UK - Latest figures from TNS Superpanel have shown that egg sales have rocketed in the first seven months of 2003 with sales of Lion eggs up 9% this year.

Egg sales boiling up - UK - Latest figures from TNS Superpanel have shown that egg sales have rocketed in the first seven months of 2003 with sales of Lion eggs up 9% this year.

The sustained rises are the first for many years and reflect the growing interest in eggs, which was revived in 1998 with the relaunch of the British Lion and TV advertising from 1999-2002.

The total market for eggs has risen by almost 4% in the first seven months of the year, compared to an equivalent rise of 1% in 2002. The main development has been in free range egg sales, which reverted to the sort of growth rates previously seen before slowing in the last couple of years.

The greatest story, however, is the almost perpetual rise of Lion Quality eggs, which have continued to see huge growth rates with a further increase of 9% to date in 2003, building on rises of 4% and 3% for the equivalent periods in 2002 and 2001 respectively.

British egg producers attribute the rise in sales to a number of factors. After overcoming consumer food safety and cholesterol concerns, eggs have now moved away from an occasional food to one that is readily accepted as part of the modern meal repertoire. This reflects the advertising and PR campaigns run by the industry over the last three years, highlighting that eggs are now truly recognised as "Fast Food. And Good For You".
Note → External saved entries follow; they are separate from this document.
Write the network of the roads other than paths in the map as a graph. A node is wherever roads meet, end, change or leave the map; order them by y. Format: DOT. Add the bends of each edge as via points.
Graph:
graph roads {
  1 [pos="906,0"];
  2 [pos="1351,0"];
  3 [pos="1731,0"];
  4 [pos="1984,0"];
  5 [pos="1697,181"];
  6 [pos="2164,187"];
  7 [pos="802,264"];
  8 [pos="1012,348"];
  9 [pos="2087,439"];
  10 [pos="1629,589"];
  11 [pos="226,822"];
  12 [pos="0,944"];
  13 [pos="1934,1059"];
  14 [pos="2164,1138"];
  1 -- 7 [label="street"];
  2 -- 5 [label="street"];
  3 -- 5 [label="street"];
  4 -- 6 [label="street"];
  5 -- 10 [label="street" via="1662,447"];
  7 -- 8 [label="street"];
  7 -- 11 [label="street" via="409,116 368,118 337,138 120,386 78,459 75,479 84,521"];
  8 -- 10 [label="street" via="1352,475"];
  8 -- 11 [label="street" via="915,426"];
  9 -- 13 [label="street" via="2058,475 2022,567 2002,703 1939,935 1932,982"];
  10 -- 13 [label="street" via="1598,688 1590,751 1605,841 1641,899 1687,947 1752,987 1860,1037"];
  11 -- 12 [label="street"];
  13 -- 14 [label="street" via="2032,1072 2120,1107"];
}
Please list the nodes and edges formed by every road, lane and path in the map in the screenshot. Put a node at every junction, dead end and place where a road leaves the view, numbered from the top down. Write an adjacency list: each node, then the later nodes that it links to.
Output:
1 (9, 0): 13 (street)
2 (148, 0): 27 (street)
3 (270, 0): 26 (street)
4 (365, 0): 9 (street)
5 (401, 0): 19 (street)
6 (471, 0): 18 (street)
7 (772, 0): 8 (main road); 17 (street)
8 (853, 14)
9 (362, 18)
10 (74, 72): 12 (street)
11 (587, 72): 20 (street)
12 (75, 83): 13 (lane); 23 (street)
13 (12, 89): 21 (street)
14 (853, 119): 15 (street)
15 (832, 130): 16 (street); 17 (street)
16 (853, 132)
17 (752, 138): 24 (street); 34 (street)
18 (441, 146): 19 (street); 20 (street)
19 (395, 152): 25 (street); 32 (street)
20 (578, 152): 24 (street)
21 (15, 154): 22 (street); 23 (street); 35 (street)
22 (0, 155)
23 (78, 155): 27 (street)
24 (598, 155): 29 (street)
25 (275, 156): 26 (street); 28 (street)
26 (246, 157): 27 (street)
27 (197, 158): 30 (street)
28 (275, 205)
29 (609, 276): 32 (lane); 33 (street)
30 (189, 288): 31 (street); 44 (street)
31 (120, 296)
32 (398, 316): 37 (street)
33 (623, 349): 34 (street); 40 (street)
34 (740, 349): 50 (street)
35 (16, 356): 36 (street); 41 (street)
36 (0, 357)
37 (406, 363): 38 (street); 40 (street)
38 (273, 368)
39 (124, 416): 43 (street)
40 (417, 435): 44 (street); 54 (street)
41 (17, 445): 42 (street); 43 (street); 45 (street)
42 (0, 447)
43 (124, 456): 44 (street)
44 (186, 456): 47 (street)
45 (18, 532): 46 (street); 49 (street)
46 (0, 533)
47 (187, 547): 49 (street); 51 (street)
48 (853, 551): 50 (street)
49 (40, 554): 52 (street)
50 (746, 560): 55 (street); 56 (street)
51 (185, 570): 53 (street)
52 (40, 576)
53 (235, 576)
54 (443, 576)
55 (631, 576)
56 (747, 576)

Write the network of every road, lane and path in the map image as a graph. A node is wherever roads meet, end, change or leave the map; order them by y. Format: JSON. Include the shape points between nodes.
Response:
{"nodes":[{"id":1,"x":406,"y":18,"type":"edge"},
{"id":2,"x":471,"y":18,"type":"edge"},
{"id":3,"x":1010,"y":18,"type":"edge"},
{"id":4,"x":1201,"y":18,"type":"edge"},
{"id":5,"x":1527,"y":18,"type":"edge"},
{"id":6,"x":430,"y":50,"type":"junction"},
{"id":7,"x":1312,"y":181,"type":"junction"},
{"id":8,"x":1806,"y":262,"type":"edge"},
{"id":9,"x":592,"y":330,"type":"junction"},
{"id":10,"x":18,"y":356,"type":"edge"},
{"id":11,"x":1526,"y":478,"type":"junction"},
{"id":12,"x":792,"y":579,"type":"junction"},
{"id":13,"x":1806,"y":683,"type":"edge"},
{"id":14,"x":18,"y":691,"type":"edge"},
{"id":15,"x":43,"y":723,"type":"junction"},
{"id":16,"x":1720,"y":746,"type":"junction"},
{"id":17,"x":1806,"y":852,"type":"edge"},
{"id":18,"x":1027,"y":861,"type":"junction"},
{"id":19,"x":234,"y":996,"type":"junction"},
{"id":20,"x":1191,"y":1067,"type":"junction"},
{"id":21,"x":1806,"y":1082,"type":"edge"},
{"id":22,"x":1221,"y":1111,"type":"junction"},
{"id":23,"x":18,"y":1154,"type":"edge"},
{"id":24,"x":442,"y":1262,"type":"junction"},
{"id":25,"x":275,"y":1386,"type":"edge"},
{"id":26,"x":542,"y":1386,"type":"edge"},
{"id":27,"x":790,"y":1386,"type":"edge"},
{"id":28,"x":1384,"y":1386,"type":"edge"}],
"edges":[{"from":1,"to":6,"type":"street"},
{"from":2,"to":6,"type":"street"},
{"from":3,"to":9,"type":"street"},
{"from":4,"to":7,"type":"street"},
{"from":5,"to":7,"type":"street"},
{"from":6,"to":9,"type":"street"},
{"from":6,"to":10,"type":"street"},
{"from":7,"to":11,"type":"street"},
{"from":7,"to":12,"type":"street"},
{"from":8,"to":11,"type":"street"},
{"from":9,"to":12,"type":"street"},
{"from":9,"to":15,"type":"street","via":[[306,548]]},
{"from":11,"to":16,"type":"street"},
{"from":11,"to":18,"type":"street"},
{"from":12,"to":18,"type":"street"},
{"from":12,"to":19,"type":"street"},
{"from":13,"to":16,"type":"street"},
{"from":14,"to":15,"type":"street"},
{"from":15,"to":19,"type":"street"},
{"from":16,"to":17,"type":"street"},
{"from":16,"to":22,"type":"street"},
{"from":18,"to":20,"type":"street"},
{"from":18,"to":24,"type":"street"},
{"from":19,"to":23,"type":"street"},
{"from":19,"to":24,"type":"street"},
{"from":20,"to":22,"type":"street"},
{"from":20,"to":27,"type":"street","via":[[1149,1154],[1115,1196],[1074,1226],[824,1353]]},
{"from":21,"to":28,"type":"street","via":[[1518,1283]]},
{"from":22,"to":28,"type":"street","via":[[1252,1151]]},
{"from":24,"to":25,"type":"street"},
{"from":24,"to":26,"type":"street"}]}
Another factor undoubtedly having a marked effect on sales is the rebirth of the Atkins diet, which has enabled the industry to promote the positive benefits of eggs as part of the diet. The Atkins diet, which allows unlimited amounts of protein, has been lambasted by dieticians, but added extra spark to egg sales.

Andrew Parker, Chairman of the British Egg Industry Council welcomed the latest figures: "Normally the hot weather sparks a general slow down in egg sales. This has not been the case this year, and the growing respect for eggs as a food and the ‘Atkins’ effect have really helped sustain the market."